(RECORDS FOR THE EXERCISE Opens)

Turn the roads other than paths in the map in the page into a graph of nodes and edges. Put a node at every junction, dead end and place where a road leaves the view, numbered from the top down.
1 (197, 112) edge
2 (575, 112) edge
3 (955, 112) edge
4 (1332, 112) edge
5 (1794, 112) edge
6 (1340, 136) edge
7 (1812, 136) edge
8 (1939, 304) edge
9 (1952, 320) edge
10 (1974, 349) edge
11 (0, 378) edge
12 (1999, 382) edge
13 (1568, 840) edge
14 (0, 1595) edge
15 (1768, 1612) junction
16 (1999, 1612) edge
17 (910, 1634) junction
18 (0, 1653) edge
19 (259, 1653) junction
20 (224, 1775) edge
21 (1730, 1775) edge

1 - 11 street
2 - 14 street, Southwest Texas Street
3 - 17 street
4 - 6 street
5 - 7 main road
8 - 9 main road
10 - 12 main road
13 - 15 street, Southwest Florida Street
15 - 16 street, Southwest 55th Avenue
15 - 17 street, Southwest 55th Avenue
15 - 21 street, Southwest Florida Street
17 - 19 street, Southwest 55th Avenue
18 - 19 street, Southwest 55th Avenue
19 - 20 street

(RECORDS FOR THE EXERCISE Closes)

» **TASK GOAL**
Go through the listing and print each line exactly as it appears.

» **EXPECTED ANSWER**
Turn the roads other than paths in the map in the page into a graph of nodes and edges. Put a node at every junction, dead end and place where a road leaves the view, numbered from the top down.
1 (197, 112) edge
2 (575, 112) edge
3 (955, 112) edge
4 (1332, 112) edge
5 (1794, 112) edge
6 (1340, 136) edge
7 (1812, 136) edge
8 (1939, 304) edge
9 (1952, 320) edge
10 (1974, 349) edge
11 (0, 378) edge
12 (1999, 382) edge
13 (1568, 840) edge
14 (0, 1595) edge
15 (1768, 1612) junction
16 (1999, 1612) edge
17 (910, 1634) junction
18 (0, 1653) edge
19 (259, 1653) junction
20 (224, 1775) edge
21 (1730, 1775) edge

1 - 11 street
2 - 14 street, Southwest Texas Street
3 - 17 street
4 - 6 street
5 - 7 main road
8 - 9 main road
10 - 12 main road
13 - 15 street, Southwest Florida Street
15 - 16 street, Southwest 55th Avenue
15 - 17 street, Southwest 55th Avenue
15 - 21 street, Southwest Florida Street
17 - 19 street, Southwest 55th Avenue
18 - 19 street, Southwest 55th Avenue
19 - 20 street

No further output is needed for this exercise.